Activity →
The response must consist of every record, restated word for word.

Entries supplied →
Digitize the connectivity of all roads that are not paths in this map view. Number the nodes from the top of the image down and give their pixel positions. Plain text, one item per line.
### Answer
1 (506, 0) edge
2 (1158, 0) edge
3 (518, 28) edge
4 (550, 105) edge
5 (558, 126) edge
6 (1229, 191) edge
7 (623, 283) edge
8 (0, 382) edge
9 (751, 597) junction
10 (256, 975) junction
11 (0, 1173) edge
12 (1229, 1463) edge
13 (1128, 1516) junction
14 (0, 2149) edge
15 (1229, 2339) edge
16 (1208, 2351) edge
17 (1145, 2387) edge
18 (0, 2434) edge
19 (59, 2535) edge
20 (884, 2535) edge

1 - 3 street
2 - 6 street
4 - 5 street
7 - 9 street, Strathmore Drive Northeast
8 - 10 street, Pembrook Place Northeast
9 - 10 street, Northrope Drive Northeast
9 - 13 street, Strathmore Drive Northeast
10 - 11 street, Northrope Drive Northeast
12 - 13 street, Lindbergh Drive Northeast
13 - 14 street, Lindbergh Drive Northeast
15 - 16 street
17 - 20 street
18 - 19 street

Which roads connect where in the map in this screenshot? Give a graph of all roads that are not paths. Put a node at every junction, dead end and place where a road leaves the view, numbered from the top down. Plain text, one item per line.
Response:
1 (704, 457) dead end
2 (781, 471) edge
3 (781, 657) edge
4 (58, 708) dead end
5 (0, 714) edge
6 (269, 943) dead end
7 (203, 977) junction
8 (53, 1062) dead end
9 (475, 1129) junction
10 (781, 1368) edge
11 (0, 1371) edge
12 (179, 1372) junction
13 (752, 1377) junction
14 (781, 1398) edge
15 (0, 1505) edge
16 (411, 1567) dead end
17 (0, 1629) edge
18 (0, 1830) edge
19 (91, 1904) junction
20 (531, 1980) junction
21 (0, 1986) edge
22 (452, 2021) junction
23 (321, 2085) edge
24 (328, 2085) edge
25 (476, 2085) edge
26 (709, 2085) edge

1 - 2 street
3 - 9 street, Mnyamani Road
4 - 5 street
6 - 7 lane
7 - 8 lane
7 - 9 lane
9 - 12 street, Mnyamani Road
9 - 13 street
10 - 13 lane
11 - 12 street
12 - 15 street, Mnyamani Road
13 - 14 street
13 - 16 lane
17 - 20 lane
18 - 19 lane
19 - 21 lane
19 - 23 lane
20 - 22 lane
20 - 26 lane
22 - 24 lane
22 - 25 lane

Problem solution →
Digitize the connectivity of all roads that are not paths in this map view. Number the nodes from the top of the image down and give their pixel positions. Plain text, one item per line.
### Answer
1 (506, 0) edge
2 (1158, 0) edge
3 (518, 28) edge
4 (550, 105) edge
5 (558, 126) edge
6 (1229, 191) edge
7 (623, 283) edge
8 (0, 382) edge
9 (751, 597) junction
10 (256, 975) junction
11 (0, 1173) edge
12 (1229, 1463) edge
13 (1128, 1516) junction
14 (0, 2149) edge
15 (1229, 2339) edge
16 (1208, 2351) edge
17 (1145, 2387) edge
18 (0, 2434) edge
19 (59, 2535) edge
20 (884, 2535) edge

1 - 3 street
2 - 6 street
4 - 5 street
7 - 9 street, Strathmore Drive Northeast
8 - 10 street, Pembrook Place Northeast
9 - 10 street, Northrope Drive Northeast
9 - 13 street, Strathmore Drive Northeast
10 - 11 street, Northrope Drive Northeast
12 - 13 street, Lindbergh Drive Northeast
13 - 14 street, Lindbergh Drive Northeast
15 - 16 street
17 - 20 street
18 - 19 street

Which roads connect where in the map in this screenshot? Give a graph of all roads that are not paths. Put a node at every junction, dead end and place where a road leaves the view, numbered from the top down. Plain text, one item per line.
Response:
1 (704, 457) dead end
2 (781, 471) edge
3 (781, 657) edge
4 (58, 708) dead end
5 (0, 714) edge
6 (269, 943) dead end
7 (203, 977) junction
8 (53, 1062) dead end
9 (475, 1129) junction
10 (781, 1368) edge
11 (0, 1371) edge
12 (179, 1372) junction
13 (752, 1377) junction
14 (781, 1398) edge
15 (0, 1505) edge
16 (411, 1567) dead end
17 (0, 1629) edge
18 (0, 1830) edge
19 (91, 1904) junction
20 (531, 1980) junction
21 (0, 1986) edge
22 (452, 2021) junction
23 (321, 2085) edge
24 (328, 2085) edge
25 (476, 2085) edge
26 (709, 2085) edge

1 - 2 street
3 - 9 street, Mnyamani Road
4 - 5 street
6 - 7 lane
7 - 8 lane
7 - 9 lane
9 - 12 street, Mnyamani Road
9 - 13 street
10 - 13 lane
11 - 12 street
12 - 15 street, Mnyamani Road
13 - 14 street
13 - 16 lane
17 - 20 lane
18 - 19 lane
19 - 21 lane
19 - 23 lane
20 - 22 lane
20 - 26 lane
22 - 24 lane
22 - 25 lane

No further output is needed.